Dora Qian

Foodie,Developer,Dog Lover

What is Maximum Likelihood Estimation

Data
Science

Sep 27, 2019

What is Maximum Likelihood Estimation?

Maximum Likelihood Estimation (MLE) is a commonly used approach for estimating the parameters of a given data set. In both the statistics and machine learning world, MLE is a fundamental method to find the best fitting model of an observed dataset.

The MLE Approach

Maximum likelihood estimation is a useful and powerful tool in statistics and machine learning. The results are data-driven so the more data we fit in the model, the accurate our results are.

In order to incorporate MLE into our data science project, we can take the following 4 steps:

Determine the distribution to treat data
Define the likelihood function
Use MLE to calculate the estimated value of parameters
Use MLE solution for prediction or other objectives

Likelihood Function and Basic Calculation

As explained in Wikipedia,

“the likelihood function expresses how probable a given set of observations is for different values of the statistical parameters.”

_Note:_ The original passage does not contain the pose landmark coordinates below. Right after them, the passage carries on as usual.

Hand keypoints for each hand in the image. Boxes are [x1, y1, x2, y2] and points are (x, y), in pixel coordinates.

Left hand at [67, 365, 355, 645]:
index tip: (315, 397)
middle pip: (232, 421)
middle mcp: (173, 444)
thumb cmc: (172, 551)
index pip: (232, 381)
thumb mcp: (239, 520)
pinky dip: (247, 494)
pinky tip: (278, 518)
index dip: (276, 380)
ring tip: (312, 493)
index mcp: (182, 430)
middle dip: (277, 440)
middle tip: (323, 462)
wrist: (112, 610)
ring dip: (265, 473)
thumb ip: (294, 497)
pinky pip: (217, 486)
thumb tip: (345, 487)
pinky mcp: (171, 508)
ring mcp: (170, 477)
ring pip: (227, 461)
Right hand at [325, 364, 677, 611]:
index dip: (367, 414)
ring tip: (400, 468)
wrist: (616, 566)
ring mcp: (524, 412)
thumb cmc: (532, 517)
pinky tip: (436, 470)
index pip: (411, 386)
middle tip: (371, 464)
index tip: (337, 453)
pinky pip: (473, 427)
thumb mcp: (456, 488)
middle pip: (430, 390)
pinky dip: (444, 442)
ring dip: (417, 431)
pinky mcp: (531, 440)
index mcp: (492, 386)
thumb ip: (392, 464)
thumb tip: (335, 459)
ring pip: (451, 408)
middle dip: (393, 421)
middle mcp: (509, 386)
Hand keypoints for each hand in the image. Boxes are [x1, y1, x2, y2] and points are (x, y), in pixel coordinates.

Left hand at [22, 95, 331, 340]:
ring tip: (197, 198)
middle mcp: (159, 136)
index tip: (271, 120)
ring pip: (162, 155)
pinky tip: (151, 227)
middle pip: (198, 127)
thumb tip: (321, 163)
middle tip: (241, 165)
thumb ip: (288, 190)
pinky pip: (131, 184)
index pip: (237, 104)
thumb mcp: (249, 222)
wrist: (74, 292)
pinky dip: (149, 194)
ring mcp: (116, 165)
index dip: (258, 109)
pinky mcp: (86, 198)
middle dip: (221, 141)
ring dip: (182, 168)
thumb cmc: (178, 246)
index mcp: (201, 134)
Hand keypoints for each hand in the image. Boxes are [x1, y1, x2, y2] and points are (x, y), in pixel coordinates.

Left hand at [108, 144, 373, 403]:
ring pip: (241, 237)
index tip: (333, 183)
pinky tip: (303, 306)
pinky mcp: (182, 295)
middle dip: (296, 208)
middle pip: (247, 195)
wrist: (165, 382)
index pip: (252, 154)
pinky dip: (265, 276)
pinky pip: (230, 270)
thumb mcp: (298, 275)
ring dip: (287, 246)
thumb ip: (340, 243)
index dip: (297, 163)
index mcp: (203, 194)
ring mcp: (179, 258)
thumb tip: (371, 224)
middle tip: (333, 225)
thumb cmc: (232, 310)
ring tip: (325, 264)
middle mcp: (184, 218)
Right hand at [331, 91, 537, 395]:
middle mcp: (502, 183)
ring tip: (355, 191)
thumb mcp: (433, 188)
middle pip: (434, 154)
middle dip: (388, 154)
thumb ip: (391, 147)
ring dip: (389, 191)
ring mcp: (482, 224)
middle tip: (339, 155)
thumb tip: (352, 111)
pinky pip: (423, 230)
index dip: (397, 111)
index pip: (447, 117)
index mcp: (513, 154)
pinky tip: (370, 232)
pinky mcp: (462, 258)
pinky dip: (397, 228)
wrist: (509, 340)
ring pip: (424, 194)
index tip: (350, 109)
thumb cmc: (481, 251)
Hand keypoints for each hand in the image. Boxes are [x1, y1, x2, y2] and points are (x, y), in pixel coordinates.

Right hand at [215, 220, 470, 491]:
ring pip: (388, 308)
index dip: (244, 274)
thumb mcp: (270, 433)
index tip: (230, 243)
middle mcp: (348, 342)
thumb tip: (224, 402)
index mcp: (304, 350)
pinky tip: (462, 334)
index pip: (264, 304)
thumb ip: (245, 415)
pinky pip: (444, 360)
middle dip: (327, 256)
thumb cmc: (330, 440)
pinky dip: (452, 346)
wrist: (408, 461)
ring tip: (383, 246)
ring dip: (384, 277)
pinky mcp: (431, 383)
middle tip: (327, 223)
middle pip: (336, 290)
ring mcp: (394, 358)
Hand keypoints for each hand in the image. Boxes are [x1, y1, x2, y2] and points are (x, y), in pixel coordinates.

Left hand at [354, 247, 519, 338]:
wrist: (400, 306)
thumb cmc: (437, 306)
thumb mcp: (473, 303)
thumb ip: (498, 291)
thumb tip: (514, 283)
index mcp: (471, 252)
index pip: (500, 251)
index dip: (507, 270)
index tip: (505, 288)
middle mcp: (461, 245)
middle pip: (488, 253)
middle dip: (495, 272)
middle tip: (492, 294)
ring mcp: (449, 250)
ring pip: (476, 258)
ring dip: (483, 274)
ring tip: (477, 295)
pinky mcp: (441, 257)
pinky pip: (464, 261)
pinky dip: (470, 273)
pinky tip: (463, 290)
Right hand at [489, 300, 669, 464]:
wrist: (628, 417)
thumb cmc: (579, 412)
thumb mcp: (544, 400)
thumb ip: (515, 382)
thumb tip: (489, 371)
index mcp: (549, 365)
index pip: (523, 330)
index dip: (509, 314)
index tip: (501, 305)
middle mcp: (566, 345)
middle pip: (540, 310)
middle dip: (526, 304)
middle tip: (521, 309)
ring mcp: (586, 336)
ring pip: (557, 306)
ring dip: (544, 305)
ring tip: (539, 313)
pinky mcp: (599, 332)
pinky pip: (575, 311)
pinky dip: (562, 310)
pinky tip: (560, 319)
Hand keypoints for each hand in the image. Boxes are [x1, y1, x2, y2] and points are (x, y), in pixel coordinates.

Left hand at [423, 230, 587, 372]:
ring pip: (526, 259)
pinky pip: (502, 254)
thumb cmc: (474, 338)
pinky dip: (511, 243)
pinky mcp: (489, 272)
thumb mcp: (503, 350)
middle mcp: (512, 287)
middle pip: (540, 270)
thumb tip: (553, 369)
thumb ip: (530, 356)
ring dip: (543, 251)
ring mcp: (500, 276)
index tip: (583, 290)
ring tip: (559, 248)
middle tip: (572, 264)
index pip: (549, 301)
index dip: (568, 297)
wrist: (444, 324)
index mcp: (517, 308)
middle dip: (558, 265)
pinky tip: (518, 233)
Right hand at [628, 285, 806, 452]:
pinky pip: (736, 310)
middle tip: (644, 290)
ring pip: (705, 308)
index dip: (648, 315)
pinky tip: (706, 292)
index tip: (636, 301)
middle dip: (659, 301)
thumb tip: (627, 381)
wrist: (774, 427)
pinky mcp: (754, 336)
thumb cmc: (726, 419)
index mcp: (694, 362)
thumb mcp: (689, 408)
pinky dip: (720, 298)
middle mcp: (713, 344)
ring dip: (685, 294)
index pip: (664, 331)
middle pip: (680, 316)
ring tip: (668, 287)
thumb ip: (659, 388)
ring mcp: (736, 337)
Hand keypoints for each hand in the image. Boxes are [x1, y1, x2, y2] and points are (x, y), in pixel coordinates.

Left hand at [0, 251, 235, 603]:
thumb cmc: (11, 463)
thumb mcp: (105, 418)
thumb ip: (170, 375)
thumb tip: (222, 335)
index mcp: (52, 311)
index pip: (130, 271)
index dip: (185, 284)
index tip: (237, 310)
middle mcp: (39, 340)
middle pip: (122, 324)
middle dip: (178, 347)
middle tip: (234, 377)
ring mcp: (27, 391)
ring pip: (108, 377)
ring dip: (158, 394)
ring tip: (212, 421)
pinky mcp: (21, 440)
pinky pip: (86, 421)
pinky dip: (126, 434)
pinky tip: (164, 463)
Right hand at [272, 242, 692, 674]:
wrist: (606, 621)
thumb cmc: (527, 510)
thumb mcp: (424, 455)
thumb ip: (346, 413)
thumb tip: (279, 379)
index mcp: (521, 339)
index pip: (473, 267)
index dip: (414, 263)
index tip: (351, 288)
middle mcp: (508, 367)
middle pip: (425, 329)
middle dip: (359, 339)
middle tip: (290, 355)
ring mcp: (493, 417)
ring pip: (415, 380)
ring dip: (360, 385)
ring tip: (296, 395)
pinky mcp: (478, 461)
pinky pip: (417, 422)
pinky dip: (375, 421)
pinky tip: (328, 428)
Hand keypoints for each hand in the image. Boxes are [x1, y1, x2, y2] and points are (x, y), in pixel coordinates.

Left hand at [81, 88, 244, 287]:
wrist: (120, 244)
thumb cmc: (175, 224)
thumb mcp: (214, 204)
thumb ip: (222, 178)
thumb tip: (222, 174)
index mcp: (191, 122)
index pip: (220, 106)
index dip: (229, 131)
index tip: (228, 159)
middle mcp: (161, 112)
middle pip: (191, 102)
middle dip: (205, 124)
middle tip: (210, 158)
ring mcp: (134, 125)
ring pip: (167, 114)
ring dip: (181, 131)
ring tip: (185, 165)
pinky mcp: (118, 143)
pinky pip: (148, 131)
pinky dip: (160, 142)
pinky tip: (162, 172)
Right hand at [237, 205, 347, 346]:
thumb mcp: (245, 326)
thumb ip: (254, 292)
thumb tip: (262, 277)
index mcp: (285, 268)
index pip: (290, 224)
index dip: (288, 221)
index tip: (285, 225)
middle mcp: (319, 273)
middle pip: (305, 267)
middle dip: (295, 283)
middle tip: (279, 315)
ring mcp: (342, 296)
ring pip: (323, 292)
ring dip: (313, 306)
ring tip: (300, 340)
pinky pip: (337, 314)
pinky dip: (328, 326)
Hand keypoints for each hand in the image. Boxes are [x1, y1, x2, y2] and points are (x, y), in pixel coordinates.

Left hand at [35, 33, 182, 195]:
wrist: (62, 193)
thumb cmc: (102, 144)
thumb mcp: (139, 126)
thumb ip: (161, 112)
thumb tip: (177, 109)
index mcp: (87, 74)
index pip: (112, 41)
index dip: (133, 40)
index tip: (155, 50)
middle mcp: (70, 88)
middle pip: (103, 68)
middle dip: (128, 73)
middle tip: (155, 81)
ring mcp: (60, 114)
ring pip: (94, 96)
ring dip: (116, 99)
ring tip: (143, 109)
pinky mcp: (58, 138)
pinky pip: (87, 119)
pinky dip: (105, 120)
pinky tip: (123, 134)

We can think likelihood function L(θ;x), as the function of parameters vector θ gave an observed data set x. The goal is to find the value of θ which maximizes the likelihood.

For both discrete and continuous distributions, the likelihood of a random variable x with probability mass/density function of parameter θ can be written as :

$L_X(\theta) = P(X|\theta) = \prod_{x\in X}^{}f(x|\theta)$

In our example of coin flip, the likelihood function is :

$L_X(p) = P(X|p) = \prod_{x\in X}^{}p^x (1-p)^{1-x} = p^h (1-p)^{n-h}$

Since the individual likelihood is normally small numbers, their product can be very small as well. As logarithms is a monotonic function, we use log-likelihood instead of likelihood function to calculate the maximum of the probability function.

$l_X(\theta) = \sum_{x \in X}log[f(x|\theta)]$

So the log-likelihood of coin flip can be calculated as :

$l_X(p) = h log(p) + (n-h) log(1-p)$

To find the best parameter estimator that maximizes the log-likelihood function, we need to take the differentiation with respect to the parameter and set it equal to 0.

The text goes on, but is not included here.